Vici ist ein Kombinationspräparat, das zur Behandlung von bestimmten bakteriellen Infektionen und infektiösem Durchfall verschrieben wird. Es enthält zwei aktive Komponenten: ein Antibiotikum und ein Probiotikum.

Das in Vici enthaltene Antibiotikum dient dazu, Bakterien abzutöten, indem es deren Schutzhülle zerstört, die für ihr Überleben im menschlichen Körper notwendig ist. Diese antibiotische Wirkung hilft bei der Behandlung einer Reihe von bakteriellen Infektionen.
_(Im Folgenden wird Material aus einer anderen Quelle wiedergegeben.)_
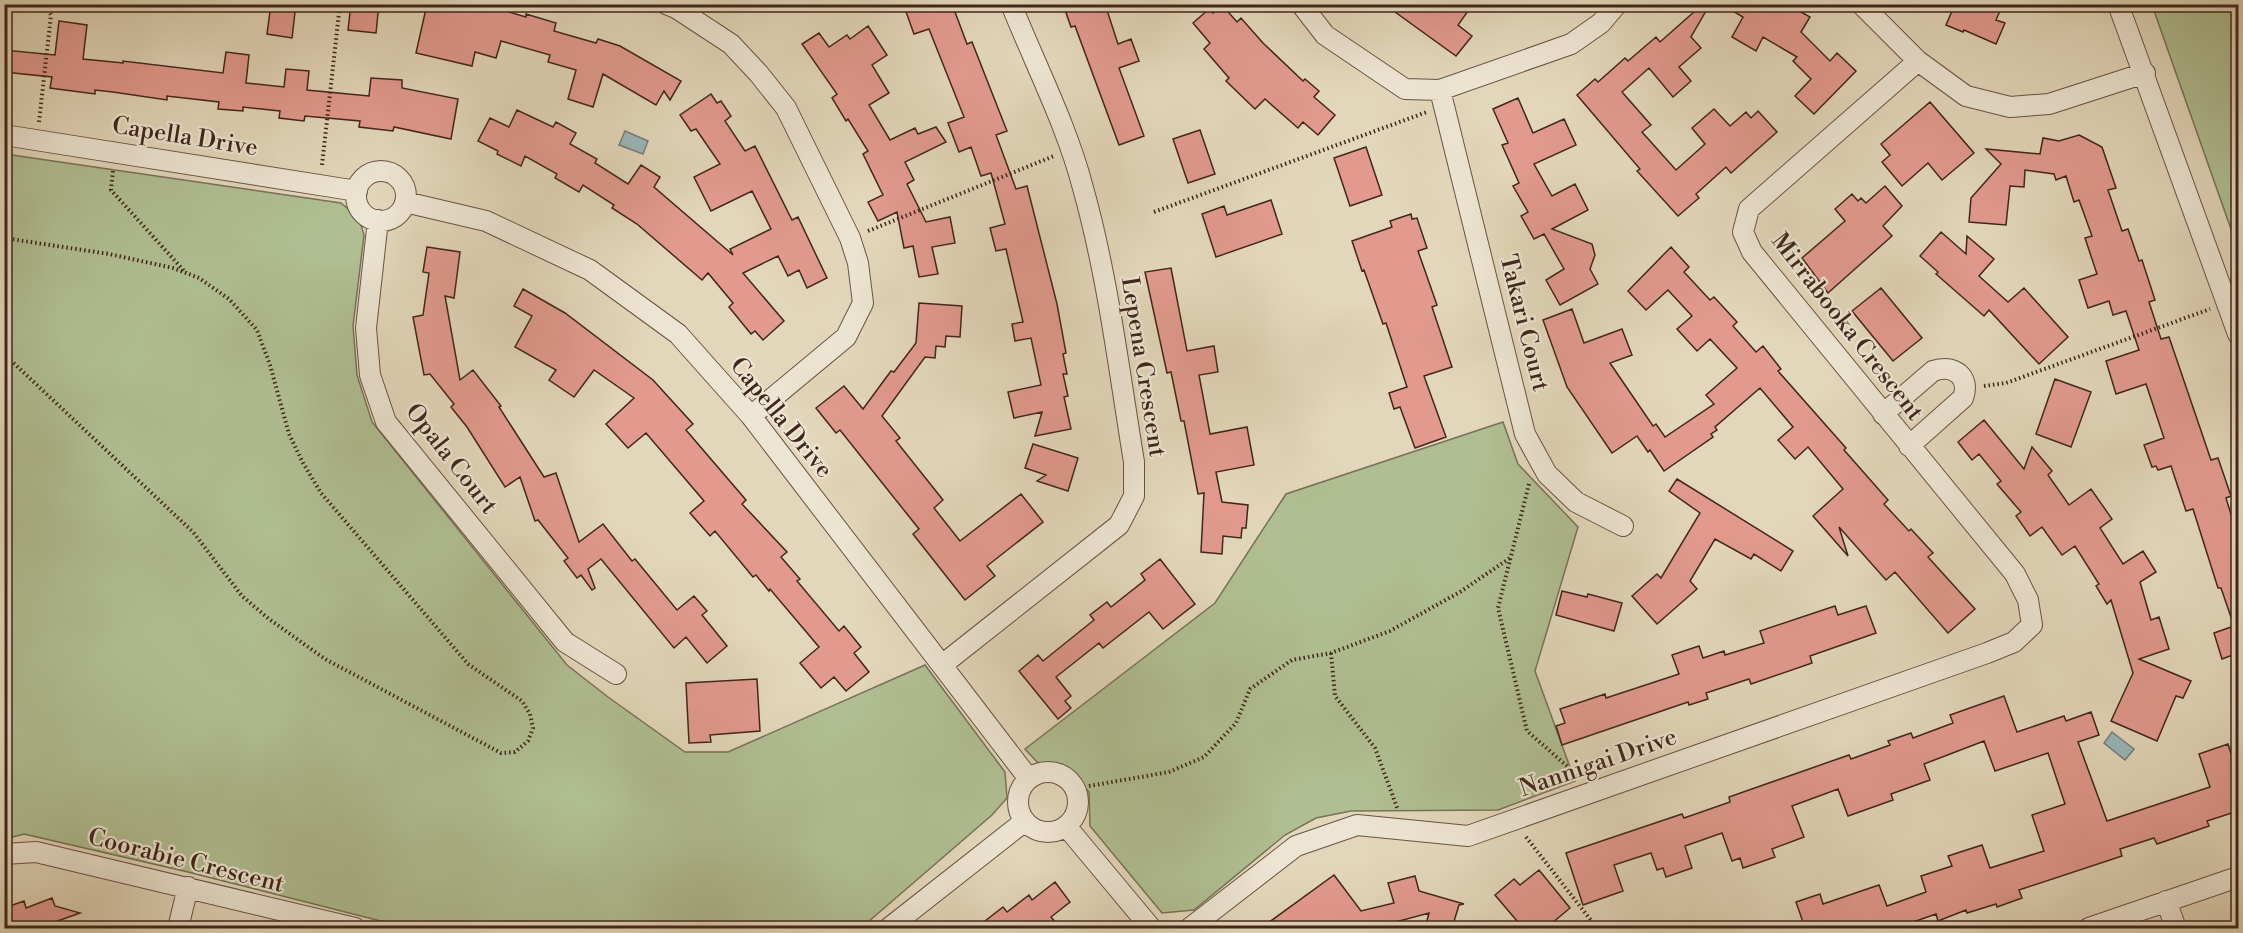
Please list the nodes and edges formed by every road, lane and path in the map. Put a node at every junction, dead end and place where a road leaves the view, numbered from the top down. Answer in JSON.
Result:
{"nodes":[{"id":1,"x":46,"y":4,"type":"edge"},
{"id":2,"x":340,"y":4,"type":"edge"},
{"id":3,"x":1011,"y":4,"type":"edge"},
{"id":4,"x":1301,"y":4,"type":"edge"},
{"id":5,"x":1617,"y":4,"type":"edge"},
{"id":6,"x":1861,"y":4,"type":"edge"},
{"id":7,"x":2118,"y":4,"type":"edge"},
{"id":8,"x":673,"y":6,"type":"edge"},
{"id":9,"x":1918,"y":61,"type":"junction"},
{"id":10,"x":2145,"y":73,"type":"junction"},
{"id":11,"x":1443,"y":98,"type":"junction"},
{"id":12,"x":4,"y":135,"type":"edge"},
{"id":13,"x":37,"y":140,"type":"junction"},
{"id":14,"x":1071,"y":150,"type":"junction"},
{"id":15,"x":115,"y":152,"type":"junction"},
{"id":16,"x":319,"y":184,"type":"junction"},
{"id":17,"x":357,"y":191,"type":"junction"},
{"id":18,"x":405,"y":202,"type":"junction"},
{"id":19,"x":1154,"y":212,"type":"dead end"},
{"id":20,"x":378,"y":220,"type":"junction"},
{"id":21,"x":4,"y":238,"type":"edge"},
{"id":22,"x":850,"y":238,"type":"junction"},
{"id":23,"x":186,"y":273,"type":"junction"},
{"id":24,"x":2227,"y":303,"type":"junction"},
{"id":25,"x":2238,"y":334,"type":"edge"},
{"id":26,"x":4,"y":354,"type":"edge"},
{"id":27,"x":1966,"y":390,"type":"junction"},
{"id":28,"x":1883,"y":414,"type":"junction"},
{"id":29,"x":751,"y":416,"type":"junction"},
{"id":30,"x":1909,"y":446,"type":"junction"},
{"id":31,"x":1536,"y":454,"type":"junction"},
{"id":32,"x":1623,"y":526,"type":"dead end"},
{"id":33,"x":1510,"y":558,"type":"junction"},
{"id":34,"x":2032,"y":625,"type":"joint"},
{"id":35,"x":1331,"y":653,"type":"junction"},
{"id":36,"x":942,"y":665,"type":"junction"},
{"id":37,"x":615,"y":674,"type":"dead end"},
{"id":38,"x":1029,"y":779,"type":"junction"},
{"id":39,"x":1089,"y":786,"type":"dead end"},
{"id":40,"x":1582,"y":796,"type":"junction"},
{"id":41,"x":1512,"y":820,"type":"junction"},
{"id":42,"x":1024,"y":821,"type":"junction"},
{"id":43,"x":1066,"y":826,"type":"junction"},
{"id":44,"x":1406,"y":830,"type":"junction"},
{"id":45,"x":4,"y":854,"type":"edge"},
{"id":46,"x":2238,"y":877,"type":"edge"},
{"id":47,"x":188,"y":887,"type":"junction"},
{"id":48,"x":2166,"y":901,"type":"junction"},
{"id":49,"x":178,"y":928,"type":"edge"},
{"id":50,"x":356,"y":928,"type":"edge"},
{"id":51,"x":889,"y":928,"type":"edge"},
{"id":52,"x":1151,"y":928,"type":"edge"},
{"id":53,"x":1190,"y":928,"type":"edge"},
{"id":54,"x":1598,"y":928,"type":"edge"},
{"id":55,"x":2089,"y":928,"type":"edge"},
{"id":56,"x":2176,"y":928,"type":"edge"}],
"edges":[{"from":1,"to":13,"type":"path"},
{"from":2,"to":16,"type":"path"},
{"from":3,"to":14,"type":"street","name":"Lepena Crescent"},
{"from":4,"to":11,"type":"street"},
{"from":5,"to":11,"type":"street"},
{"from":6,"to":9,"type":"street"},
{"from":7,"to":10,"type":"street"},
{"from":8,"to":22,"type":"street"},
{"from":9,"to":10,"type":"street"},
{"from":9,"to":28,"type":"street","name":"Mirrabooka Crescent"},
{"from":10,"to":24,"type":"street"},
{"from":11,"to":19,"type":"path"},
{"from":11,"to":31,"type":"street","name":"Takari Court"},
{"from":12,"to":13,"type":"street","name":"Capella Drive"},
{"from":13,"to":15,"type":"street","name":"Capella Drive"},
{"from":14,"to":22,"type":"path"},
{"from":14,"to":36,"type":"street","name":"Lepena Crescent"},
{"from":15,"to":16,"type":"street","name":"Capella Drive"},
{"from":15,"to":23,"type":"path"},
{"from":16,"to":17,"type":"street","name":"Capella Drive"},
{"from":17,"to":18,"type":"street"},
{"from":17,"to":20,"type":"street"},
{"from":18,"to":20,"type":"street"},
{"from":18,"to":29,"type":"street","name":"Capella Drive"},
{"from":20,"to":37,"type":"street","name":"Opala Court"},
{"from":21,"to":23,"type":"path"},
{"from":22,"to":29,"type":"street"},
{"from":23,"to":26,"type":"path"},
{"from":24,"to":25,"type":"street"},
{"from":24,"to":27,"type":"path"},
{"from":27,"to":28,"type":"street"},
{"from":27,"to":30,"type":"street"},
{"from":28,"to":30,"type":"street","name":"Mirrabooka Crescent"},
{"from":29,"to":36,"type":"street","name":"Capella Drive"},
{"from":30,"to":34,"type":"street","name":"Mirrabooka Crescent"},
{"from":31,"to":32,"type":"street","name":"Takari Court"},
{"from":31,"to":33,"type":"path"},
{"from":33,"to":35,"type":"path"},
{"from":33,"to":40,"type":"path"},
{"from":34,"to":40,"type":"street","name":"Nannigai Drive"},
{"from":35,"to":39,"type":"path"},
{"from":35,"to":44,"type":"path"},
{"from":36,"to":38,"type":"street","name":"Capella Drive"},
{"from":38,"to":42,"type":"street"},
{"from":38,"to":43,"type":"street"},
{"from":40,"to":41,"type":"street","name":"Nannigai Drive"},
{"from":41,"to":44,"type":"street","name":"Nannigai Drive"},
{"from":41,"to":54,"type":"path"},
{"from":42,"to":43,"type":"street"},
{"from":42,"to":51,"type":"street"},
{"from":43,"to":52,"type":"street"},
{"from":44,"to":53,"type":"street","name":"Nannigai Drive"},
{"from":45,"to":47,"type":"street","name":"Coorabie Crescent"},
{"from":46,"to":48,"type":"street"},
{"from":47,"to":49,"type":"street"},
{"from":47,"to":50,"type":"street","name":"Coorabie Crescent"},
{"from":48,"to":55,"type":"street"},
{"from":48,"to":56,"type":"street"}]}
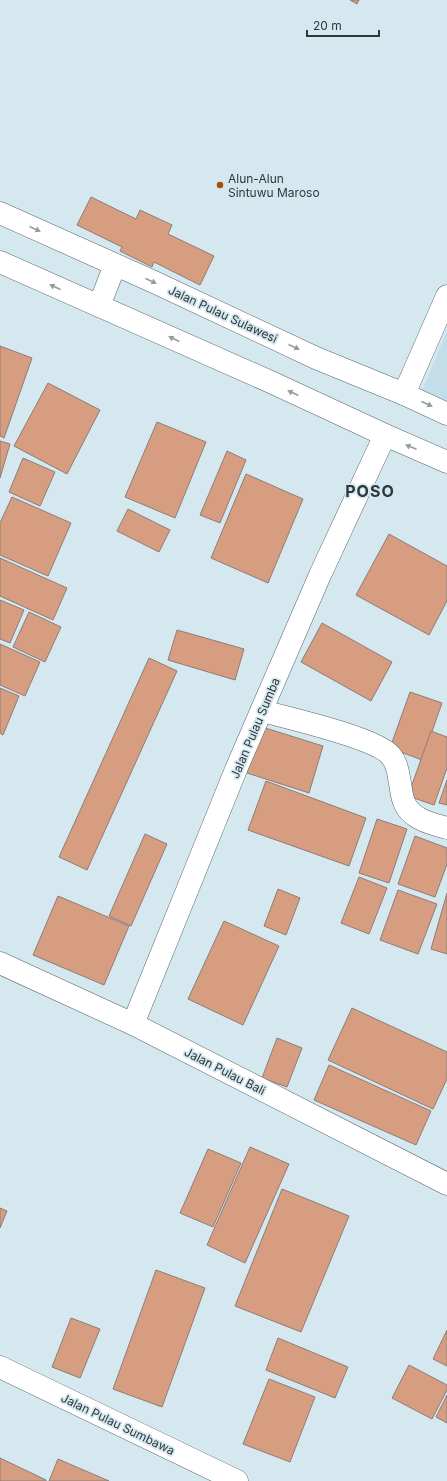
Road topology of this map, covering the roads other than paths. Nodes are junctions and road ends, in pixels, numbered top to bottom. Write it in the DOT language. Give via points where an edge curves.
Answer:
graph roads {
  1 [pos="0,213"];
  2 [pos="0,262"];
  3 [pos="115,265"];
  4 [pos="447,296"];
  5 [pos="100,306"];
  6 [pos="404,394"];
  7 [pos="447,414"];
  8 [pos="384,435"];
  9 [pos="447,462"];
  10 [pos="262,711"];
  11 [pos="447,828"];
  12 [pos="0,963"];
  13 [pos="133,1024"];
  14 [pos="447,1184"];
  15 [pos="0,1367"];
  16 [pos="237,1481"];
  1 -- 3 [label="street, Jalan Pulau Sulawesi, one-way"];
  5 -- 2 [label="street, one-way"];
  3 -- 5 [label="street"];
  3 -- 6 [label="street, Jalan Pulau Sulawesi, one-way" via="316,358"];
  4 -- 6 [label="street"];
  8 -- 5 [label="street, one-way"];
  6 -- 7 [label="street, Jalan Pulau Sulawesi, one-way"];
  9 -- 8 [label="street, one-way"];
  8 -- 10 [label="street, Jalan Pulau Sumba"];
  10 -- 11 [label="street" via="344,733 383,748 397,765 404,803 412,813 420,819"];
  10 -- 13 [label="street, Jalan Pulau Sumba"];
  12 -- 13 [label="street, Jalan Pulau Bali"];
  13 -- 14 [label="street, Jalan Pulau Bali"];
  15 -- 16 [label="street, Jalan Pulau Sumbawa"];
}
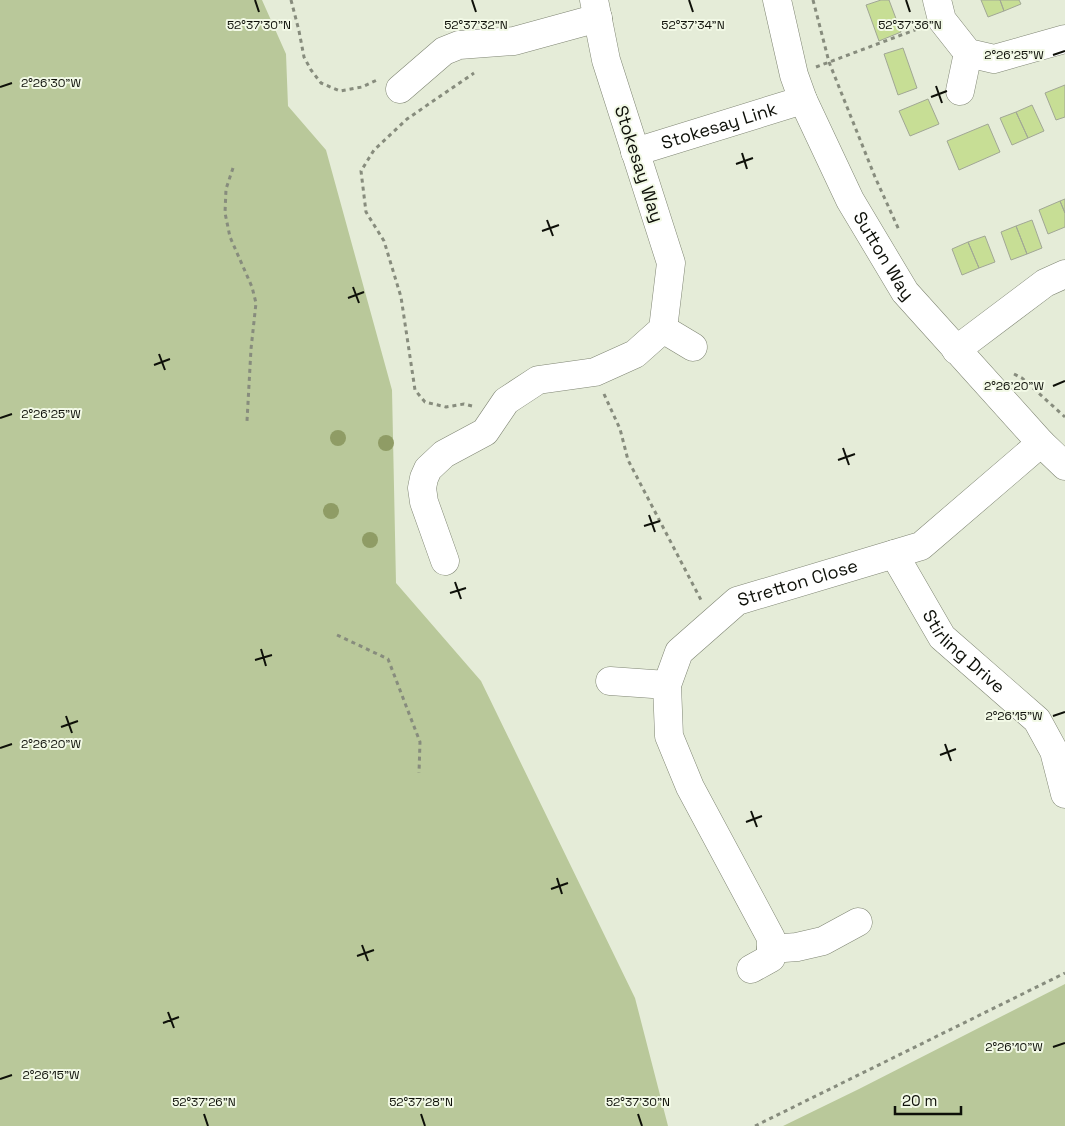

Die zweite Komponente, das Probiotikum, ist ein lebender Mikroorganismus, der das Gleichgewicht der nützlichen Bakterien im Darm wiederherstellen soll. Antibiotika können sowohl schädliche als auch nützliche Bakterien im Darm beeinträchtigen, was zu Verdauungsstörungen führen kann. Das Probiotikum hilft, dieses Gleichgewicht wiederherzustellen und die allgemeine Verdauung zu verbessern.

Welche Nebenwirkungen sind bei Vici möglich?

Mögliche Nebenwirkungen und Sicherheitsinformationen für Vici

Das Sicherheitsprofil von Vici ist, dokumentiert über mehrere System-Organ-Klassen, mit unerwünschten Reaktionen, die nach behördlichen Standards (z. B. EMA/ICH-Häufigkeitsbänder) kategorisiert sind.


Umfang der unerwünschten Reaktionen

Sehr häufige unerwünschte Reaktionen (die 1 von 10 Patienten oder mehr betreffen) umfassen Kopfschmerzen, Schwindel und geringfügige Erhöhungen der Lebertransaminasen.

Häufige Reaktionen (die weniger als 1 von 10 Patienten betreffen) betreffen das Kardiovaskuläre System (z. B. Palpitationen, Vasodilatation, Ödeme), das Hautsystem (z. B. Pruritus, Schwitzen) und das Psychiatrische System (z. B. Angst, Schlaflosigkeit, Nervosität, Asthenie).


Schwerwiegende unerwünschte Reaktionen

Die klinisch bedeutsamsten unerwünschten Reaktionen sind, wie in den behördlichen Kennzeichnungen dokumentiert, selten, aber potenziell lebensbedrohlich. Dazu gehören schwere Leberschäden (die fulminante Hepatitis, Lebernekrose oder Leberversagen umfassen können), schwere Hautreaktionen (wie Stevens-Johnson-Syndrom, Toxische Epidermale Nekrolyse und DRESS), gastrointestinale Blutungen und aseptische Meningitis.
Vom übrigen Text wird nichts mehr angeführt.